L’Angoisse ou L’Imprécision
Je sais beaucoup de choses sur l’angoisse. Mais, là où elle aboutit, ce qu’elle anéantit, me reste trouble. J’ai connu des crises d’angoisse telles, qu’elles n’avaient qu’à détruire mon être psychologique, pour aboutir à une désolation complète, un désert, la fin du temps en un sens. Ainsi, je sais son pouvoir.
C’est une flèche en soi qui se retourne et atteint la sensibilité de l’être, brutalité ou violence contre soi-même, sans profit, à mettre au rang du mal. En ce sens, l’angoisse est plus solide que volatile. Plus pierre que fluide. J’en ai pour preuve cette pression, cette oppression au niveau du plexus solaire, comme choc intraduisible, sans reconnaissance, pesanteur sans contour.
L’angoisse n’est pas forme mais totalité.
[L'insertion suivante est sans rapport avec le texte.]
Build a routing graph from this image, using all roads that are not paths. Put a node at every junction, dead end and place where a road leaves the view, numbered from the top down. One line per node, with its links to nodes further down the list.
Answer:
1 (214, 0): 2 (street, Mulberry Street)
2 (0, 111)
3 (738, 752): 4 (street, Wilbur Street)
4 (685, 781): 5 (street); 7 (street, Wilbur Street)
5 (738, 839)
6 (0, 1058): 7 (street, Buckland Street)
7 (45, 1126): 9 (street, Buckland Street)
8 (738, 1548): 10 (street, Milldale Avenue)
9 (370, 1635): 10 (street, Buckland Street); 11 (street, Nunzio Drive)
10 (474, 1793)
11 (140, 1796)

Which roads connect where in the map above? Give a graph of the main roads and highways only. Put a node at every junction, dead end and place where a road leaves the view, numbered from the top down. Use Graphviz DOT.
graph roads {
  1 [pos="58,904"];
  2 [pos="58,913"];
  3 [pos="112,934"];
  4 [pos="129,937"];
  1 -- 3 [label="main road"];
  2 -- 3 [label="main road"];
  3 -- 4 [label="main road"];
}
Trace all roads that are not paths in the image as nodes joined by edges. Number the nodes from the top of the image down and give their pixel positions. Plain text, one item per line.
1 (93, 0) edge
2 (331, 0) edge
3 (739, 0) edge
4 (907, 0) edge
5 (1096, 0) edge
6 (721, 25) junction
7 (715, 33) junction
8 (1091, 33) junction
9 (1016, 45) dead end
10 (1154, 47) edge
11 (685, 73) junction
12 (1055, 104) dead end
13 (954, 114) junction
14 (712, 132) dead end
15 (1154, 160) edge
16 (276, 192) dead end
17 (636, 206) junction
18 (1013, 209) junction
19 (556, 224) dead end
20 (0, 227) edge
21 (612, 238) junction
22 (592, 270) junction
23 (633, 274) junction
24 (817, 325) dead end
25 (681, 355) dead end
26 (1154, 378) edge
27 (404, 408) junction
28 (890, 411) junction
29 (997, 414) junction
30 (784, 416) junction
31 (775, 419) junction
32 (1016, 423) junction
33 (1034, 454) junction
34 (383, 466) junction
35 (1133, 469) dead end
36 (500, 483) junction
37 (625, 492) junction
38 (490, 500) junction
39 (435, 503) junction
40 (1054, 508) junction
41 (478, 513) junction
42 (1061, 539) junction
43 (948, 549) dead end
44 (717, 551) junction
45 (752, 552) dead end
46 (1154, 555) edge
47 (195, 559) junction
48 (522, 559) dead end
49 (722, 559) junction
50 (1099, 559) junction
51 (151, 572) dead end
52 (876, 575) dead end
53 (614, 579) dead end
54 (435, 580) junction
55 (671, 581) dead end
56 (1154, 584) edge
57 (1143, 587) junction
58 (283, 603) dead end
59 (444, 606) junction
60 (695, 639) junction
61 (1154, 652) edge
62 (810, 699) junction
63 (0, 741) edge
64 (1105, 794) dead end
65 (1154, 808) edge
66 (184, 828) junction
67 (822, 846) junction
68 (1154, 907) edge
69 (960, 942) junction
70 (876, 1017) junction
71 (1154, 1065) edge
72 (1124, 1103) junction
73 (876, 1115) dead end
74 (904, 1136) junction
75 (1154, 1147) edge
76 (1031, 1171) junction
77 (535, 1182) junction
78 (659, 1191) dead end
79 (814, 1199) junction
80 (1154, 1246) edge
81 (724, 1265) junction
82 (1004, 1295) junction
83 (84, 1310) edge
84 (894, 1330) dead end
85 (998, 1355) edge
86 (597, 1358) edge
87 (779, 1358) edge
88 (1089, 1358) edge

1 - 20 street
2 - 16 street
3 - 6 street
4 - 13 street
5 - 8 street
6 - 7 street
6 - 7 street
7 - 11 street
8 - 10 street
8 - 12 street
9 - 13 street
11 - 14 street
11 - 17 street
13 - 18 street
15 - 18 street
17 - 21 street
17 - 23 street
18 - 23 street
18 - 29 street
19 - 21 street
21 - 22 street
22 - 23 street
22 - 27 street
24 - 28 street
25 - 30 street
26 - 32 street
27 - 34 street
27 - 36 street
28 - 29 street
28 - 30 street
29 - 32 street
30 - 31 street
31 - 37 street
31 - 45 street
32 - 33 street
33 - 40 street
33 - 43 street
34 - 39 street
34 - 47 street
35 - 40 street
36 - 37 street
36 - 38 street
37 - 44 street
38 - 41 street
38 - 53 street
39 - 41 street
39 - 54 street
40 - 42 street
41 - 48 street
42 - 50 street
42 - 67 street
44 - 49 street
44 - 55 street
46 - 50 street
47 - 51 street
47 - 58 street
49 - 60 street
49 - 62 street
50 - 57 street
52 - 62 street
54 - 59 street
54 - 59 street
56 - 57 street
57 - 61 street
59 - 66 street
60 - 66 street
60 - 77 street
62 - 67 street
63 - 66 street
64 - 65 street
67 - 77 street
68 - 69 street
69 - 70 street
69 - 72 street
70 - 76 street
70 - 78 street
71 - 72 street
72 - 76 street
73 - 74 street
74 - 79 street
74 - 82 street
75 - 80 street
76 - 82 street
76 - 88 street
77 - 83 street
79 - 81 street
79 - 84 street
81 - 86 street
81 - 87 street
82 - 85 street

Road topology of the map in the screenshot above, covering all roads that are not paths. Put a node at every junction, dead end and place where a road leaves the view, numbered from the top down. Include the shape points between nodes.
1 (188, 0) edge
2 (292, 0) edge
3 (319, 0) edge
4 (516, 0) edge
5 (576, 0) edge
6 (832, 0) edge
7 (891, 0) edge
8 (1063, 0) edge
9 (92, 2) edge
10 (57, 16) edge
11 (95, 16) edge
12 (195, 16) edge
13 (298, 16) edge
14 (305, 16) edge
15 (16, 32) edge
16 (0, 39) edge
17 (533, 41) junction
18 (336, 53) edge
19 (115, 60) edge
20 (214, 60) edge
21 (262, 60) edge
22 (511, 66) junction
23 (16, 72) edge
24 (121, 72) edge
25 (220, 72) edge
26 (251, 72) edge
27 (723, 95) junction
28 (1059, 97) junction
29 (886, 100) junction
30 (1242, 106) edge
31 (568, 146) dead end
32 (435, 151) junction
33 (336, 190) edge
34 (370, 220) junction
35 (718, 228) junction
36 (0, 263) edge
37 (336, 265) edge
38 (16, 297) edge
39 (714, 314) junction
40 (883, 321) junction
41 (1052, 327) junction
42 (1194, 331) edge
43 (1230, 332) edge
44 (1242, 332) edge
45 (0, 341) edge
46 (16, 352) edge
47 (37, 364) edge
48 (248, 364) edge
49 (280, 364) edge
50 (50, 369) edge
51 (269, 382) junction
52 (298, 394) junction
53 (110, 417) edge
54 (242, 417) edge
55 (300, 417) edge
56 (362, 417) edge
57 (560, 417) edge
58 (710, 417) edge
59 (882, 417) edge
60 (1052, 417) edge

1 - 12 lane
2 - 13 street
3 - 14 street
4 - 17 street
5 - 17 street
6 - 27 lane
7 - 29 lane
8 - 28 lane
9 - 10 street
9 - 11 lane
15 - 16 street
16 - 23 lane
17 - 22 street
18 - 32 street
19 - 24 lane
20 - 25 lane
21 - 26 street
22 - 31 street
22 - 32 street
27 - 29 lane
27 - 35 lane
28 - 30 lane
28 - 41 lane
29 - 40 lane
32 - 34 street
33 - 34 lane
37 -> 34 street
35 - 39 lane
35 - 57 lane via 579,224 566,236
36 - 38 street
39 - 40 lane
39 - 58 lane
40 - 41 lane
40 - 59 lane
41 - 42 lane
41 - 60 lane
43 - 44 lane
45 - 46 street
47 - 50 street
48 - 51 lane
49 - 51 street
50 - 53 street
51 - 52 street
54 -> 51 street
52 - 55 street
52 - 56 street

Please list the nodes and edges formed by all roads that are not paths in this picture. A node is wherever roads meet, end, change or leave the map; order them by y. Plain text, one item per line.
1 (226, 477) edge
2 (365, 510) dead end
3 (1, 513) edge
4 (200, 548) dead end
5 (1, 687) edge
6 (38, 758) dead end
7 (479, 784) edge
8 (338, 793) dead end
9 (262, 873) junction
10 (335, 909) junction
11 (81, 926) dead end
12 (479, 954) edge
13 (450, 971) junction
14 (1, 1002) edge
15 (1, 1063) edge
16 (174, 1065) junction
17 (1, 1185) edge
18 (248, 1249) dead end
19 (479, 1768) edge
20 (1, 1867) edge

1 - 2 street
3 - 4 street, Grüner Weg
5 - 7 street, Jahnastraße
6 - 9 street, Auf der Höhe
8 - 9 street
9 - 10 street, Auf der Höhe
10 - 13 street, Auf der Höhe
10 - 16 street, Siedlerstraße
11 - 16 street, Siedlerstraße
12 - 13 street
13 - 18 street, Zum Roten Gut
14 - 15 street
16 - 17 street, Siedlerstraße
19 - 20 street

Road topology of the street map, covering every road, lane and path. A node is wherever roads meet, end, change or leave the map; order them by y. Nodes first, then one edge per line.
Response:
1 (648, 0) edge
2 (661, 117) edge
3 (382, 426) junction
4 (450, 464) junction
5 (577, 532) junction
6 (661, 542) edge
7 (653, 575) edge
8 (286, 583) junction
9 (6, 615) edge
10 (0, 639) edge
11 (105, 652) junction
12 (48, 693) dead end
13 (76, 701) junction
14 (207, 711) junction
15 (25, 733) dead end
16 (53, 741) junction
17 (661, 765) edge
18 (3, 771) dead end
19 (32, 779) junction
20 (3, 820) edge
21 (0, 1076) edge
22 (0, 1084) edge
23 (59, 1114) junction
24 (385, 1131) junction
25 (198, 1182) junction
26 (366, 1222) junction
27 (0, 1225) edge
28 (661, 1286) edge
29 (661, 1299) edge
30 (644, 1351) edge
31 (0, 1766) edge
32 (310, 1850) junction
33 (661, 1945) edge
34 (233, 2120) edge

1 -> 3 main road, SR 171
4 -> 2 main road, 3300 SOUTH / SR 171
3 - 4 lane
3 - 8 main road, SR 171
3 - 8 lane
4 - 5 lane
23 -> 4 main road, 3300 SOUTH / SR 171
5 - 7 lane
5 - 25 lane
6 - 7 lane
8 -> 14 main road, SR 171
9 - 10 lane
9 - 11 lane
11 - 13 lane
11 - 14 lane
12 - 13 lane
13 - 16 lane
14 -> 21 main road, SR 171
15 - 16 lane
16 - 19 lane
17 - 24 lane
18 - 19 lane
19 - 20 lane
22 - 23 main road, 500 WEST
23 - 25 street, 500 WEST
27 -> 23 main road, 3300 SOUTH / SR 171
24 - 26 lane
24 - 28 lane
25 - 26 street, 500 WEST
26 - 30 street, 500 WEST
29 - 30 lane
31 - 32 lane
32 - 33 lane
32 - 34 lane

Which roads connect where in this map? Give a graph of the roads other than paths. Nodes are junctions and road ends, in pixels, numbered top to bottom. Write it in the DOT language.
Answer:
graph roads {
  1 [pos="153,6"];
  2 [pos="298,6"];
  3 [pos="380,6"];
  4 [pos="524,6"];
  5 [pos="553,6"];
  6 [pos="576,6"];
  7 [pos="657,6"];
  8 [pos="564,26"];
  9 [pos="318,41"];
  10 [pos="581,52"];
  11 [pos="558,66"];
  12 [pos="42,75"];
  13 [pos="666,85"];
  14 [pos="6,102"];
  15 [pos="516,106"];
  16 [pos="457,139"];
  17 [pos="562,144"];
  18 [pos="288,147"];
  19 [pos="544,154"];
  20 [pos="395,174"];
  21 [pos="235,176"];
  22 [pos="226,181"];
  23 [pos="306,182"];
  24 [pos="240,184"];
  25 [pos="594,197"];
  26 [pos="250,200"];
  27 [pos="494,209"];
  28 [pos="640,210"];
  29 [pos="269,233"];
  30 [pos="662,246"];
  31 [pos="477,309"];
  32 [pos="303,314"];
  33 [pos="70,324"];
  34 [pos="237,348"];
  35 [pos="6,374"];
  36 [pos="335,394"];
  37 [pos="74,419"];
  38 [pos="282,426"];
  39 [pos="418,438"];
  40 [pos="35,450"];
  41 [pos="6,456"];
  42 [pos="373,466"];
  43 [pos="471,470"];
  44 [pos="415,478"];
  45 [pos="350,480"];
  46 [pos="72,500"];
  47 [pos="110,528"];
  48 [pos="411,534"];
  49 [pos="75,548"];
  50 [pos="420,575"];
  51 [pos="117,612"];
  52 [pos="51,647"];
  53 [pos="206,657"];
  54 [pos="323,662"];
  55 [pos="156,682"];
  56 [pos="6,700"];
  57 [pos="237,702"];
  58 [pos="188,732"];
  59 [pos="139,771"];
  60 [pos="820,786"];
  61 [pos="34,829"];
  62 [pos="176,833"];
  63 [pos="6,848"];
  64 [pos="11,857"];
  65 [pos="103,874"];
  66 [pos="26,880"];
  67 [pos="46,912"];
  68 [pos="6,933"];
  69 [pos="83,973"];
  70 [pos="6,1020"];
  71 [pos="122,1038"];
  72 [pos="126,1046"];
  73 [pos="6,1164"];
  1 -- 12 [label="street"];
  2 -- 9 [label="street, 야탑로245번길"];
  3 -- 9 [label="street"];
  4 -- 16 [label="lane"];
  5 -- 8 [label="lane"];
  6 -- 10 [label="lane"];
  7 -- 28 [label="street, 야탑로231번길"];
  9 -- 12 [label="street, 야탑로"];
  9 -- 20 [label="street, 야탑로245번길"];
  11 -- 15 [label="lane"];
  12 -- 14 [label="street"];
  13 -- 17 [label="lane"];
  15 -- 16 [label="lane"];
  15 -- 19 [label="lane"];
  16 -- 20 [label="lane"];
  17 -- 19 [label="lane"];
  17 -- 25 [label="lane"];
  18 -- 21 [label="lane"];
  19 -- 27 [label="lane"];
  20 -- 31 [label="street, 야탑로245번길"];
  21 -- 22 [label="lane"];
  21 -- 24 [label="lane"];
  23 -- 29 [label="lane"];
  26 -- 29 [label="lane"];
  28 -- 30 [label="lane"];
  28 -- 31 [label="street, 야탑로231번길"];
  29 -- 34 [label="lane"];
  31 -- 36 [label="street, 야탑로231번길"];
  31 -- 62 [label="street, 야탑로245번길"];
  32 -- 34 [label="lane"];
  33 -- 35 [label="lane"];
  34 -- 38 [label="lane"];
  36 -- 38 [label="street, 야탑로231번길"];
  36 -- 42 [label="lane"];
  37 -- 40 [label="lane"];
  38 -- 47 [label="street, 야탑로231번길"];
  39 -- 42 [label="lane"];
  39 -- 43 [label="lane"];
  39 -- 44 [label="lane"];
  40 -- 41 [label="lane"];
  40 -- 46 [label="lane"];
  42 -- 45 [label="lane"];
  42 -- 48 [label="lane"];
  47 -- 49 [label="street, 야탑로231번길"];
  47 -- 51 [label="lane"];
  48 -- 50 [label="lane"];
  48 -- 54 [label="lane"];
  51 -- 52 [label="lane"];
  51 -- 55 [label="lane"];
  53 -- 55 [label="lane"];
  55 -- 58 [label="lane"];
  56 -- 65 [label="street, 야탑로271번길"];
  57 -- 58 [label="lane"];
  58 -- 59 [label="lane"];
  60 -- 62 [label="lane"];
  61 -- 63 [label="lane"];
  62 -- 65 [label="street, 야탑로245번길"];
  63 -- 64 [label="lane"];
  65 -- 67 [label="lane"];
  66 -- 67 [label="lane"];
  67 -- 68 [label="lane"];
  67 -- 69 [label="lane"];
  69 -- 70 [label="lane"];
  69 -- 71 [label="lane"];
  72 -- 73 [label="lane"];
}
Ainsi, on accepte sa plurivocité, sa nature opportuniste, la désignation soudaine qu’elle opère souvent en soi. Et si l’on peut faire d’elle un seuil, une porte devant le néant, sa nuisance reste floue, aléatoire, faisant feu de tout, proprement nouvelle toujours, jamais reconnue, toujours insidieuse et sans finalité.
Sans forme, sans contour, sans but, elle est neuve et pure de tout agrégat. Elle existe parce qu’augmentée du réseau nerveux, du jeu des synapses qui reste sans explications, venant de l’inconscient, de la syntaxe ou du syntagme « souffrir ». Là elle constitue un sentiment opaque, vivant, en quelque sorte, nervosité, présence, adéquation à Thanatos, figure de la mort, précognition de l’au-delà sans doute.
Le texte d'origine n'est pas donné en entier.